We are going to study the continuity and differentiability of the following functions.

Example

$f (x) = {\begin{array}{rcl} 3 & if & x < 0 \\ x & if & x \geq 0 \end{array}$

To study the continuity (3 steps: value at the point, limit from the left, and limit from the right): $\begin{array}{l} f (0) = 0 \\ lim_{x \to 0^{-}} f (x) = 3 \\ lim_{x \to 0 ⁺} f (x) = 0 \end{array}$ The value of the function at $x = 0$ is zero, by definition.

Nevertheless, the limits from the right and from the left do not coincide at this point.

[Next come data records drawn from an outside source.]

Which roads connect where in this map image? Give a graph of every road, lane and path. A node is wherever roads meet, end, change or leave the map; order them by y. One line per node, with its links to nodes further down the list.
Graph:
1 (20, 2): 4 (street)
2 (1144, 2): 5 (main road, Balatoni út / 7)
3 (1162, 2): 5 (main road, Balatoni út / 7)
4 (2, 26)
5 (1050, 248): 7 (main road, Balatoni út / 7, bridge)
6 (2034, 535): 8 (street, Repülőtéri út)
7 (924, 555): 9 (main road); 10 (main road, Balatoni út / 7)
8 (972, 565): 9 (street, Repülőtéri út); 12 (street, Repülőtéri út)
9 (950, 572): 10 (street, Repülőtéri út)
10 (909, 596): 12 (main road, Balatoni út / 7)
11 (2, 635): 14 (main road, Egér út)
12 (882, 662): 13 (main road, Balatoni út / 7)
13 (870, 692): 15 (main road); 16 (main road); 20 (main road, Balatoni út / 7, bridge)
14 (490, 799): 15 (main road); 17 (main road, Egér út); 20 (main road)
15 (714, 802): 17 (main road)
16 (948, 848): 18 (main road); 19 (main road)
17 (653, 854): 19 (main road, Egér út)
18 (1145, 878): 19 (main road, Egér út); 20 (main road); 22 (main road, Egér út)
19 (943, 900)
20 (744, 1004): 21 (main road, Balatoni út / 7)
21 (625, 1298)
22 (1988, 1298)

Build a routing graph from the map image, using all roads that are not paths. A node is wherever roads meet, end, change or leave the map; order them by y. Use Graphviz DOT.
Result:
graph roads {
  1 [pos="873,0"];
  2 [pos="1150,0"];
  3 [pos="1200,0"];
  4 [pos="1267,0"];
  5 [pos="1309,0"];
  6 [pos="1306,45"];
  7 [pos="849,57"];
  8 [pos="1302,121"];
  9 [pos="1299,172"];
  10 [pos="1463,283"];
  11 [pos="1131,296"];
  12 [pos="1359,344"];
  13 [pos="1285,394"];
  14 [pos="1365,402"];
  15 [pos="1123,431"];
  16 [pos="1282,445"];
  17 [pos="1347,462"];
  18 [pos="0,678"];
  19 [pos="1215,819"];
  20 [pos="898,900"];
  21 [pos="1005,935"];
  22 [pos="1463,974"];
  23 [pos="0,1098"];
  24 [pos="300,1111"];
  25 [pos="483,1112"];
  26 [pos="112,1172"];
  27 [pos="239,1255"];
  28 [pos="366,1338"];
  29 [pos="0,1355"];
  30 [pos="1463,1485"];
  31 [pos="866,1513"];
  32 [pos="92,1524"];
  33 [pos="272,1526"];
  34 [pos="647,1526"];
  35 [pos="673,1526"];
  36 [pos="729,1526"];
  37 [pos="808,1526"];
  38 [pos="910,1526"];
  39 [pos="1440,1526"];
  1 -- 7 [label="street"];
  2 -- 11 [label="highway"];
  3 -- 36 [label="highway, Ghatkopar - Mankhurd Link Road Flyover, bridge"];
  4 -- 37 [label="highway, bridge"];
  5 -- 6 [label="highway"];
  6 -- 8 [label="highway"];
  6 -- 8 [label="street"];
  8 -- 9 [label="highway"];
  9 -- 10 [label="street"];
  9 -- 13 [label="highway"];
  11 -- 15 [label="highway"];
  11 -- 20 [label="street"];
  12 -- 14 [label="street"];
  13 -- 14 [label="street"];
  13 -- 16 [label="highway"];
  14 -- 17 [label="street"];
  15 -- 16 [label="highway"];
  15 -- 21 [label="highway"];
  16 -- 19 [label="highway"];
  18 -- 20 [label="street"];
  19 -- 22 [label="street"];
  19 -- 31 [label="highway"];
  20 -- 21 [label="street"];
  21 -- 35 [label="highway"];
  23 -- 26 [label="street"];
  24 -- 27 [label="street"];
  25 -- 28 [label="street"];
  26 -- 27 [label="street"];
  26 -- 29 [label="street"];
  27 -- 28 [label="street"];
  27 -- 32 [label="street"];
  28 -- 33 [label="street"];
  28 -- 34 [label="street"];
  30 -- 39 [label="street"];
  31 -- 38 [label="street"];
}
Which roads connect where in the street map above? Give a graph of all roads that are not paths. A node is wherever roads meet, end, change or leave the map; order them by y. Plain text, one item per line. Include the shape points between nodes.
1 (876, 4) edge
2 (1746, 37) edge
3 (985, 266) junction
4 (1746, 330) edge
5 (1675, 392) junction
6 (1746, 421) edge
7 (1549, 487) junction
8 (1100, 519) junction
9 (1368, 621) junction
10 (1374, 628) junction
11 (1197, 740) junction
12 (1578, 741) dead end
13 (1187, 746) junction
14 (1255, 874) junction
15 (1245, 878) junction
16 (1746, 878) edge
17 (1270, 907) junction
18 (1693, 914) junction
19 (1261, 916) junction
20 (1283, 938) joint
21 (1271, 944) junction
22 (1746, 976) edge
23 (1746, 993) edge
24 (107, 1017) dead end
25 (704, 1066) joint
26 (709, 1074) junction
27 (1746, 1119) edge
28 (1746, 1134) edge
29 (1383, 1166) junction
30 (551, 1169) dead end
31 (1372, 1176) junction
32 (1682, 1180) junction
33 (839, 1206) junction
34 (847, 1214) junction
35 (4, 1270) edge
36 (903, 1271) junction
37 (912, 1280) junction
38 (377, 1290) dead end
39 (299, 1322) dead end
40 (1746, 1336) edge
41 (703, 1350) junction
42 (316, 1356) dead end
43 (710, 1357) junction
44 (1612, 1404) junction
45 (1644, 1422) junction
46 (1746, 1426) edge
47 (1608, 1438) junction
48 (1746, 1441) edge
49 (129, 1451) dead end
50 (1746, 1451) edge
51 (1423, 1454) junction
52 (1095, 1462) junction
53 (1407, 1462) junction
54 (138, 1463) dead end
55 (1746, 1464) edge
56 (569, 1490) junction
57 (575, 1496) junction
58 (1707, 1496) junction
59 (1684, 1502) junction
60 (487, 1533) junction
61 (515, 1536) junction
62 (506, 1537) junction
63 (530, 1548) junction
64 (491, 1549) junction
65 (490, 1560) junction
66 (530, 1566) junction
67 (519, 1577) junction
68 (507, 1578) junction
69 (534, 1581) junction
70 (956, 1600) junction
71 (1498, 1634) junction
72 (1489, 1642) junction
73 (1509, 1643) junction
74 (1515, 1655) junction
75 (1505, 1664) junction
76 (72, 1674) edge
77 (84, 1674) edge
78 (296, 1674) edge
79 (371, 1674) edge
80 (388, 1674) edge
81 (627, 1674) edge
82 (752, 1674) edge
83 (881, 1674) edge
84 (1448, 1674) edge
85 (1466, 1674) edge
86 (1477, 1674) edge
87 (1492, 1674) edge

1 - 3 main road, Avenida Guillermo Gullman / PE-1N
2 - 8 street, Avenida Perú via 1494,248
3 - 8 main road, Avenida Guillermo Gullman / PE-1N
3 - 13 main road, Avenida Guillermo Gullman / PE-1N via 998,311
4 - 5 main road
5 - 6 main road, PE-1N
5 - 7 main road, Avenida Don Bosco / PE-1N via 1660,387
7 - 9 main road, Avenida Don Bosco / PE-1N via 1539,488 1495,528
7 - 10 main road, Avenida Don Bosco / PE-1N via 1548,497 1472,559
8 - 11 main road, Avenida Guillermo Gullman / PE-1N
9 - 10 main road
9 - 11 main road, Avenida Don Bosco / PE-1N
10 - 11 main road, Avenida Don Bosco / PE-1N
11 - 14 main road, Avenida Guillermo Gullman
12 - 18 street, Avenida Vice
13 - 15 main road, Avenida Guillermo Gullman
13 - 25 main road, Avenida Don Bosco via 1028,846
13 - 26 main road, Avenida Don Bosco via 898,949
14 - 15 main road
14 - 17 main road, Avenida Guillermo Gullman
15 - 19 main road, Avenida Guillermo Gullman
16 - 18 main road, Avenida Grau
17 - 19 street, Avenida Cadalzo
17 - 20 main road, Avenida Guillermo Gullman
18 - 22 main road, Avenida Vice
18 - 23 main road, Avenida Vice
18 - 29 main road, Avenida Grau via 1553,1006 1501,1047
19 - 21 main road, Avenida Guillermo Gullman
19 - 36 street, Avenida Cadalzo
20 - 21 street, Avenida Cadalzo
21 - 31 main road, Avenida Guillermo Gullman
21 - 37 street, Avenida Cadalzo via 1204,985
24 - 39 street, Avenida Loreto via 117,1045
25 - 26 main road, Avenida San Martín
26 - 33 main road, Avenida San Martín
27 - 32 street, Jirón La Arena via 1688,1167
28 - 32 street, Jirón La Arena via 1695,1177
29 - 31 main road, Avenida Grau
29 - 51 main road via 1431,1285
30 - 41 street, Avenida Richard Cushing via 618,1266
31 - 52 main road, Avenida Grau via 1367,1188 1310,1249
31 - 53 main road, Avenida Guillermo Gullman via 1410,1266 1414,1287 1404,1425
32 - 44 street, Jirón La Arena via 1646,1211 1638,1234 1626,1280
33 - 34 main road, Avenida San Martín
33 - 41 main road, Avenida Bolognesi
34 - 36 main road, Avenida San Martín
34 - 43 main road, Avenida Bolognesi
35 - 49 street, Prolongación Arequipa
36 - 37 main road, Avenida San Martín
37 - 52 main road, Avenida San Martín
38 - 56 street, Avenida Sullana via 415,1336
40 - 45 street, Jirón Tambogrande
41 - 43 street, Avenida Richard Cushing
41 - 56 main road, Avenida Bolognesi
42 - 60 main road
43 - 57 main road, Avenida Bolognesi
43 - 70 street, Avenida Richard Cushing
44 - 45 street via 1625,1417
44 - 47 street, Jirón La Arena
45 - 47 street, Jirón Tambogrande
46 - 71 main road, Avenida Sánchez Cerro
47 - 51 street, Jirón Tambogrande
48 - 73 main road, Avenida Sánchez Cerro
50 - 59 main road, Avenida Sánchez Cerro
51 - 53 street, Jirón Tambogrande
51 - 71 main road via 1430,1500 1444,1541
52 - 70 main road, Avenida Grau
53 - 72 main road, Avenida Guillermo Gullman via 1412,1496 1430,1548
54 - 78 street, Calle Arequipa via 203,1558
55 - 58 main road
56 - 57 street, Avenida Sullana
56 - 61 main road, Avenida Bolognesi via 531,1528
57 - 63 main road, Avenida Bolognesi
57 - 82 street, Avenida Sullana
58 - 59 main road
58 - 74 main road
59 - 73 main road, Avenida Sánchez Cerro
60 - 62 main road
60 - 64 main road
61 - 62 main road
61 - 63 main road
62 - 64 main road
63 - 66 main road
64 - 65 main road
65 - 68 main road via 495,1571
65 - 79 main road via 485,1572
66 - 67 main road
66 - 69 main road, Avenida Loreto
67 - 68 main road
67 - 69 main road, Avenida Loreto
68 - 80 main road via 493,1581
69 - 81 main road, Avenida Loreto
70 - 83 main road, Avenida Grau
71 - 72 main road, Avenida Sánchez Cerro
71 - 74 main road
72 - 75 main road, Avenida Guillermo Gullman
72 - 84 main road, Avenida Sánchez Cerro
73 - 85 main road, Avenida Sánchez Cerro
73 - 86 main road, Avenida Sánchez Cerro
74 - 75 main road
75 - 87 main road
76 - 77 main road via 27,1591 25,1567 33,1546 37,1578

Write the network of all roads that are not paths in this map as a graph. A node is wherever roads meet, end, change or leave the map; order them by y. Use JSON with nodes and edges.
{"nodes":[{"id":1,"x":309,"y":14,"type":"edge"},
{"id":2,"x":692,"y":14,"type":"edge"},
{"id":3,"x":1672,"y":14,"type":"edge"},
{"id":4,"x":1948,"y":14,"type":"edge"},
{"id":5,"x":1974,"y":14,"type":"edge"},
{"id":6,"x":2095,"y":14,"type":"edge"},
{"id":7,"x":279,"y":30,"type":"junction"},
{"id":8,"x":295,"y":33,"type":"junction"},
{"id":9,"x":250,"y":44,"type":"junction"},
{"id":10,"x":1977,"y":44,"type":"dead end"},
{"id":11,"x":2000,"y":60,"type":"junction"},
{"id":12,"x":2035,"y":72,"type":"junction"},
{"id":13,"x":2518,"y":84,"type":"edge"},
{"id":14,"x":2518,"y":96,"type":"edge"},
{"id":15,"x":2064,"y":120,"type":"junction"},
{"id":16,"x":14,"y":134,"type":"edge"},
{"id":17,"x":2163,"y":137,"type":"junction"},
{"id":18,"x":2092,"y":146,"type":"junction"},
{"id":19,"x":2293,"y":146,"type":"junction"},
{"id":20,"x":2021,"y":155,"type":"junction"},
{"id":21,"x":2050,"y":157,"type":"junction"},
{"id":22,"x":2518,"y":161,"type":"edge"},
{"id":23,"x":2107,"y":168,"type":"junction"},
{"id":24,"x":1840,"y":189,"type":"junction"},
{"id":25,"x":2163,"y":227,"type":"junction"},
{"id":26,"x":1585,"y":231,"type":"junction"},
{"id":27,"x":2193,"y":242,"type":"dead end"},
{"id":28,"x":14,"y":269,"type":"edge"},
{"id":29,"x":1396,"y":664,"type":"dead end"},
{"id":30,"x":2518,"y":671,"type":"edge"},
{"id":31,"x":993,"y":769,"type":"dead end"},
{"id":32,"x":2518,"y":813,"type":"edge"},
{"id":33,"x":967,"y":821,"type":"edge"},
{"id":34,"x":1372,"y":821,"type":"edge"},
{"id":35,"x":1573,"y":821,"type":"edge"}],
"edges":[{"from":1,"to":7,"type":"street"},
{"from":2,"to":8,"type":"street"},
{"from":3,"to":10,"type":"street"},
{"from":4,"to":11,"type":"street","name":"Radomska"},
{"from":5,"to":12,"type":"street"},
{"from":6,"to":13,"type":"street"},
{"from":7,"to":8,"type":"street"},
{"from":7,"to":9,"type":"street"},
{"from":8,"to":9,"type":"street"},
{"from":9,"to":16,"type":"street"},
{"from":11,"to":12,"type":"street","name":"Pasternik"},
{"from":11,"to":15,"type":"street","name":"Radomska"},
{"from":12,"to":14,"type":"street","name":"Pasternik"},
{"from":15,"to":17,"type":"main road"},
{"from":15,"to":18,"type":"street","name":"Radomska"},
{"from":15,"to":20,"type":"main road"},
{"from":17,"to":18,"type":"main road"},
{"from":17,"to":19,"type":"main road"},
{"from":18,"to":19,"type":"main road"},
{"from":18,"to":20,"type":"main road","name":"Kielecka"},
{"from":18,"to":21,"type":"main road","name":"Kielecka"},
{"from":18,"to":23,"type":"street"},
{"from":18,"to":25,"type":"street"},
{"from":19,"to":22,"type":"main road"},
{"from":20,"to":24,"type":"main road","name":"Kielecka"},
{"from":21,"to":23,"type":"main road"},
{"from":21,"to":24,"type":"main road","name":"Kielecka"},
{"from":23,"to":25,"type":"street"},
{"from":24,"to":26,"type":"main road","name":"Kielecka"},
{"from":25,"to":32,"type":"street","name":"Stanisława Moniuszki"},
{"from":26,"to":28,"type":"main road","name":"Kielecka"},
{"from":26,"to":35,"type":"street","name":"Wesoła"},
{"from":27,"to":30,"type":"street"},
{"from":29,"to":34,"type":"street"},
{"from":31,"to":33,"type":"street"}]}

We say, then, that this function is not continuous in $x = 0$ .

Since the function is not continuous it cannot be differentiable.

Example

$f (x) = {\begin{array}{rcl} 0 & if & x < 0 \\ x & if & x \geq 0 \end{array}$ The function is similar to the previous one, although now when we compute the limit from the left the result is also zero.

Therefore the function is continuous at $x = 0$ .

This does not mean that it is also differentiable at $x = 0$ . To see whether it is differentiable or not we need to do further computations.

To study the differentiabiltiy (2 steps: value of the derivative approaching from the left and from the right)

$\begin{array}{l} f^{'} (0^{-}) = lim_{Δ x \to 0^{-}} \frac{f (0) - f (0)}{Δ x} = lim_{Δ x \to 0^{-}} \frac{0 + 0}{Δ x} = 0 \\ f^{'} (0^{+}) = lim_{Δ x \to 0^{+}} \frac{f (0 + Δ x) - f (0)}{Δ x} = lim_{Δ x \to 0^{-}} \frac{(0 + Δ x) + 0}{Δ x} = 1 \end{array}$

The values do not coincide and that's why it is said that the function $f (x)$ is not differentiable at the point $x = 0$ , although, as has been seen, it is continuous at this point.